Ces paroles, qu’il m’a adressées sans que j’eusse fait la moindre allusion à la question qui préoccupe en ce moment-ci l’opinion suisse, étaient sans doute dictées par le désir de M. Mussolini d’effacer complètement l’impression produite par son discours à la Chambre4, auquel M. Giolitti avait répondu de façon à nous donner entière satisfaction. M. Mussolini a ajouté encore, sans doute dans la même intention et comme pour mieux expliquer son intervention à la Chambre l’année dernière: «Pour vous parler très franchement, nous devons nous préoccuper de l’affluence de l’élément allemand dans le Tessin, cet élément pouvant finir par changer le caractère de ce pays et par créer un danger pour l’Italie, car au lieu d’avoir des amis dans le Tessin, nous pourrions y avoir des ennemis.»

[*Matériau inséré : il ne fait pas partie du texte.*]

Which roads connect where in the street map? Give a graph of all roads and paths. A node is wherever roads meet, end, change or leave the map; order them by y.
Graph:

Je lui ai répondu que les journalistes italiens ne distinguent pas toujours entre Suisses allemands et Allemands de l’Empire. La présence des premiers n’a rien d’anormal, tous les Suisses ayant le droit de vivre en Suisse où ils veulent et comme ils l’entendent, et la présence d’éléments suisses d’autres Cantons dans le Tessin est un fait tout naturel et qui ne saurait porter ombrage à aucun voisin.
Le Président m’a déclaré qu’il n’entendait parler que d’Allemands de l’Empire. Je lui ai répondu que le nombre de ces étrangers n’avait en ce moment rien d’alarmant, que les différences de change en avaient considérablement réduit le nombre et que, du reste, j’avais rencontré beaucoup plus d’Allemands même avant la guerre sur les bords du Lac de Garde qu’à Lugano. Mon interlocuteur s’est mis à rire et a bien voulu reconnaître que j’avais raison.

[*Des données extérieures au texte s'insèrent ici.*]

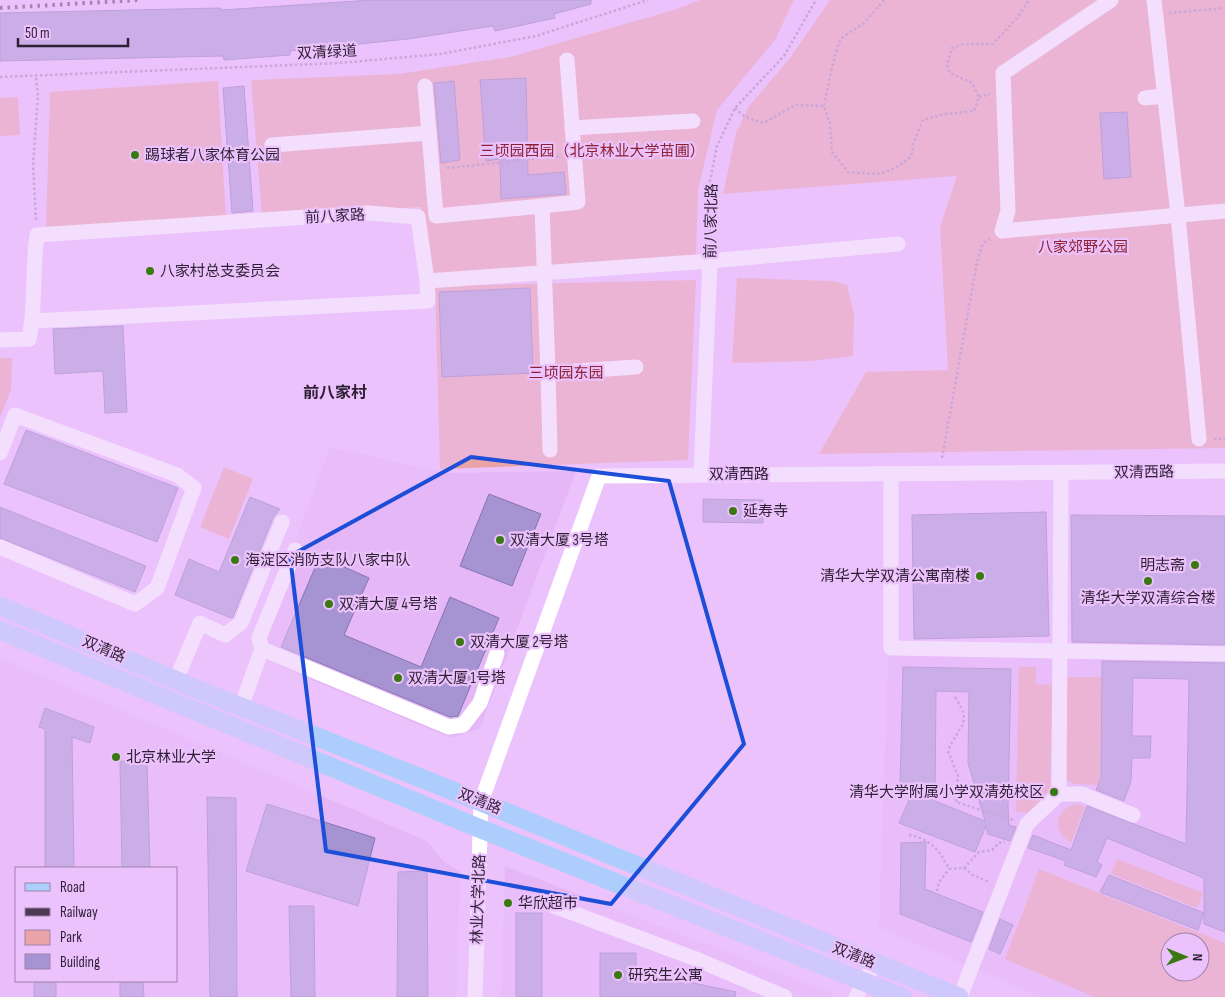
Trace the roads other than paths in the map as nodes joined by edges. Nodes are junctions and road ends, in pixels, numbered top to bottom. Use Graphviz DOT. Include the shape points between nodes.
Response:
graph roads {
  1 [pos="1111,0"];
  2 [pos="1154,7"];
  3 [pos="567,60"];
  4 [pos="425,86"];
  5 [pos="1164,96"];
  6 [pos="1145,98"];
  7 [pos="693,121"];
  8 [pos="572,128"];
  9 [pos="429,133"];
  10 [pos="272,145"];
  11 [pos="542,206"];
  12 [pos="1225,211"];
  13 [pos="1178,215"];
  14 [pos="898,244"];
  15 [pos="710,261"];
  16 [pos="546,272"];
  17 [pos="427,281"];
  18 [pos="33,322"];
  19 [pos="0,340"];
  20 [pos="636,367"];
  21 [pos="548,373"];
  22 [pos="1199,439"];
  23 [pos="550,450"];
  24 [pos="0,453"];
  25 [pos="1225,471"];
  26 [pos="1061,473"];
  27 [pos="701,474"];
  28 [pos="891,474"];
  29 [pos="282,522"];
  30 [pos="0,547"];
  31 [pos="295,550"];
  32 [pos="0,606"];
  33 [pos="0,630"];
  34 [pos="262,649"];
  35 [pos="1059,651"];
  36 [pos="497,653"];
  37 [pos="1225,654"];
  38 [pos="176,680"];
  39 [pos="241,707"];
  40 [pos="1059,794"];
  41 [pos="481,802"];
  42 [pos="1133,815"];
  43 [pos="481,829"];
  44 [pos="546,903"];
  45 [pos="875,963"];
  46 [pos="860,990"];
  47 [pos="475,997"];
  48 [pos="785,997"];
  49 [pos="902,997"];
  50 [pos="959,997"];
  1 -- 13 [label="street" via="1003,73 1008,211 1002,231"];
  2 -- 5 [label="street"];
  3 -- 8 [label="street"];
  4 -- 9 [label="street"];
  5 -- 6 [label="street"];
  5 -- 13 [label="street"];
  7 -- 8 [label="street"];
  8 -- 11 [label="street" via="578,202"];
  9 -- 10 [label="street"];
  9 -- 11 [label="street" via="436,216"];
  11 -- 16 [label="street"];
  12 -- 13 [label="street"];
  13 -- 22 [label="street"];
  14 -- 15 [label="street"];
  15 -- 16 [label="street"];
  15 -- 27 [label="street, 前八家北路"];
  16 -- 17 [label="street"];
  16 -- 21 [label="street"];
  17 -- 18 [label="street" via="428,301"];
  17 -- 18 [label="street, 前八家路" via="418,217 368,214 37,235"];
  18 -- 19 [label="street" via="30,339"];
  20 -- 21 [label="street"];
  21 -- 23 [label="street"];
  24 -- 30 [label="street" via="15,415 177,475 194,488 157,588 135,604"];
  25 -- 26 [label="street, 双清西路"];
  26 -- 28 [label="street, 双清西路"];
  26 -- 35 [label="street"];
  27 -- 28 [label="street, 双清西路"];
  27 -- 41 [label="street, 双清西路" via="599,476"];
  28 -- 35 [label="street" via="891,648"];
  29 -- 38 [label="street" via="241,623 225,635 200,624"];
  31 -- 34 [label="street" via="260,638"];
  32 -- 38 [label="main road, 双清路"];
  33 -- 43 [label="main road, 双清路"];
  34 -- 36 [label="street" via="449,727 462,725 480,703"];
  34 -- 39 [label="street"];
  35 -- 37 [label="street"];
  35 -- 40 [label="street"];
  38 -- 39 [label="main road, 双清路"];
  39 -- 41 [label="main road, 双清路"];
  40 -- 42 [label="street" via="1082,794"];
  40 -- 50 [label="street" via="1027,824"];
  41 -- 43 [label="street, 林业大学北路"];
  41 -- 45 [label="main road, 双清路"];
  43 -- 46 [label="main road, 双清路"];
  43 -- 47 [label="street, 林业大学北路"];
  44 -- 48 [label="street" via="696,959"];
  45 -- 46 [label="street"];
  45 -- 50 [label="main road, 双清路"];
  46 -- 49 [label="main road, 双清路"];
}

Je lui ai dit encore que, si on voulait voir un sujet d’inquiétude dans la présence d’Allemands en Suisse, on ne devait pas oublier le nombre considérable d’italiens qui vivent sur tout le territoire de la Confédération. A Genève, il y a presque autant d’italiens qu’il y a de Suisses dans toute l’Italie.
M. Mussolini m’a demandé alors des indications précises, que je lui ai fournies. Cela nous a amenés à parler de la question des ouvriers, que je lui ai exposée dans son ensemble. Il a reconnu très nettement que les ouvriers engagés pour la saison ne pouraient pas prétendre demeurer davantage. Il n’a formulé aucun grief quelconque au sujet des mesures prises à l’égard des ouvriers étrangers. Il m’a demandé des renseignements sur la crise économique et sur les perspectives d’une reprise du travail industriel en Suisse. J’ai répondu à ses questions, et me réserve de lui envoyer quelques détails complémentaires par écrit.

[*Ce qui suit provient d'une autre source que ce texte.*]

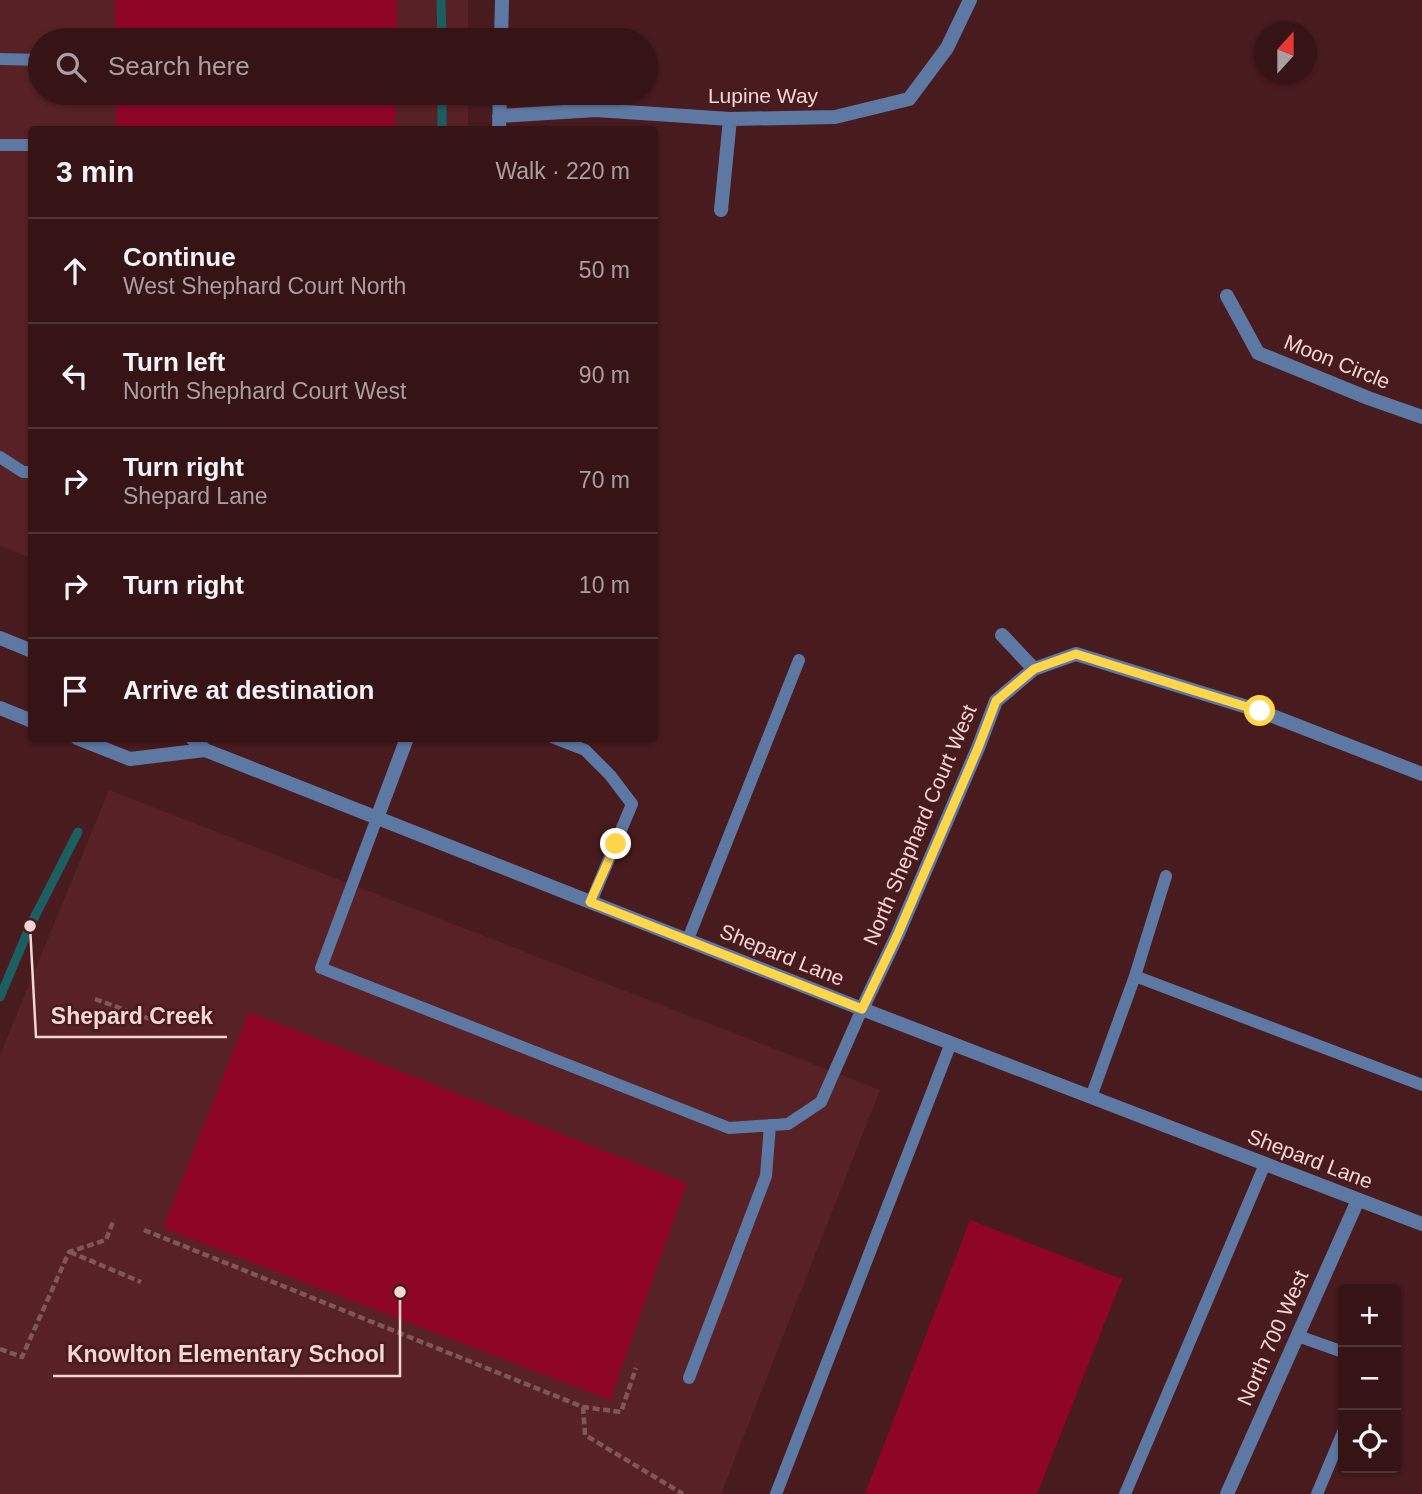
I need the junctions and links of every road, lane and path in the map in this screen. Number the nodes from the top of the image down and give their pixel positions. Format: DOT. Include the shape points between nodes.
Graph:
graph roads {
  1 [pos="502,0"];
  2 [pos="970,0"];
  3 [pos="501,28"];
  4 [pos="0,59"];
  5 [pos="28,60"];
  6 [pos="500,105"];
  7 [pos="730,119"];
  8 [pos="499,123"];
  9 [pos="0,145"];
  10 [pos="28,145"];
  11 [pos="721,210"];
  12 [pos="1227,296"];
  13 [pos="1422,417"];
  14 [pos="4,465"];
  15 [pos="28,472"];
  16 [pos="1002,635"];
  17 [pos="0,638"];
  18 [pos="28,649"];
  19 [pos="799,660"];
  20 [pos="1034,669"];
  21 [pos="0,708"];
  22 [pos="28,719"];
  23 [pos="87,742"];
  24 [pos="196,742"];
  25 [pos="406,742"];
  26 [pos="564,742"];
  27 [pos="205,750"];
  28 [pos="1422,774"];
  29 [pos="377,818"];
  30 [pos="1166,876"];
  31 [pos="590,902"];
  32 [pos="688,939"];
  33 [pos="1135,976"];
  34 [pos="95,999"];
  35 [pos="862,1009"];
  36 [pos="158,1023"];
  37 [pos="951,1043"];
  38 [pos="1422,1085"];
  39 [pos="1091,1097"];
  40 [pos="770,1125"];
  41 [pos="1265,1164"];
  42 [pos="1358,1200"];
  43 [pos="114,1219"];
  44 [pos="1422,1224"];
  45 [pos="144,1230"];
  46 [pos="69,1252"];
  47 [pos="141,1282"];
  48 [pos="1298,1336"];
  49 [pos="0,1349"];
  50 [pos="1338,1350"];
  51 [pos="636,1368"];
  52 [pos="689,1378"];
  53 [pos="583,1407"];
  54 [pos="1338,1444"];
  55 [pos="683,1494"];
  56 [pos="776,1494"];
  57 [pos="1125,1494"];
  58 [pos="1227,1494"];
  59 [pos="1317,1494"];
  1 -- 3 [label="street"];
  2 -- 7 [label="street, Lupine Way" via="947,48 909,99 835,117"];
  4 -- 5 [label="lane"];
  6 -- 8 [label="street"];
  7 -- 8 [label="street, Lupine Way" via="596,110"];
  7 -- 11 [label="street"];
  9 -- 10 [label="lane"];
  12 -- 13 [label="street, Moon Circle" via="1258,353"];
  14 -- 15 [label="lane"];
  16 -- 20 [label="street"];
  17 -- 18 [label="street"];
  19 -- 32 [label="lane"];
  20 -- 28 [label="street" via="1076,654 1260,711"];
  20 -- 35 [label="street, North Shephard Court West" via="996,701"];
  21 -- 22 [label="street"];
  23 -- 27 [label="street, Shepard Lane" via="130,759"];
  24 -- 27 [label="street, Shepard Lane"];
  25 -- 29 [label="street"];
  26 -- 31 [label="lane" via="585,750 632,804"];
  27 -- 29 [label="street, Shepard Lane"];
  29 -- 31 [label="street, Shepard Lane"];
  29 -- 40 [label="lane" via="321,968 729,1128"];
  30 -- 33 [label="lane"];
  31 -- 32 [label="street, Shepard Lane"];
  32 -- 35 [label="street, Shepard Lane"];
  33 -- 38 [label="lane"];
  33 -- 39 [label="lane"];
  34 -- 36 [label="path"];
  35 -- 37 [label="street, Shepard Lane"];
  35 -- 40 [label="lane" via="821,1102 788,1124"];
  37 -- 39 [label="street, Shepard Lane"];
  37 -- 56 [label="lane"];
  39 -- 41 [label="street, Shepard Lane"];
  40 -- 52 [label="lane" via="766,1176"];
  41 -- 42 [label="street, Shepard Lane"];
  41 -- 57 [label="lane"];
  42 -- 44 [label="street, Shepard Lane"];
  42 -- 48 [label="street, North 700 West"];
  43 -- 46 [label="path" via="106,1240"];
  45 -- 53 [label="path"];
  46 -- 47 [label="path"];
  46 -- 49 [label="path" via="22,1357"];
  48 -- 50 [label="lane"];
  48 -- 58 [label="street, North 700 West"];
  51 -- 53 [label="path" via="621,1412"];
  53 -- 55 [label="path" via="585,1435"];
  54 -- 59 [label="lane"];
}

L’antichambre du Président était pleine de monde. A un moment donné, il a interrompu lui-même notre entretien en se levant, et, en me serrant la main, il m’a répété avec gravité et en pesant chacun de ses termes, ses paroles du début, en insistant sur sa ferme intention et sur la nécessité d’entretenir entre nos deux pays des rapports d’amitié et de confiance.
Je l’ai vivement remercié, en lui promettant de vous faire part de ses déclarations.
J’ai reçu après-midi la lettre que vous m’avez fait l’honneur de m’écrire en date du 8 novembre.5 Il ne m’a donc pas été possible de transmettre au Président le message et le vœu que vous m’exprimez. Mais je compte retourner demain chez son chef de Cabinet6, avec lequel j’ai l’intention de revenir sur l’entretien qui précède, de façon à obtenir si possible quelque déclaration qui serait de nature à dissiper certaines inquiétudes.
J’insiste sur le fait que notre conversation de ce matin a été très cordiale et m’a laissé une bonne impression. Comme je vous l’ai dit plus haut, je suis convaincu que, si le Président a cru devoir aborder une question si délicate, c’était afin d’expliquer son fameux discours à la Chambre plus que pour nous adresser un avertissement quelconque.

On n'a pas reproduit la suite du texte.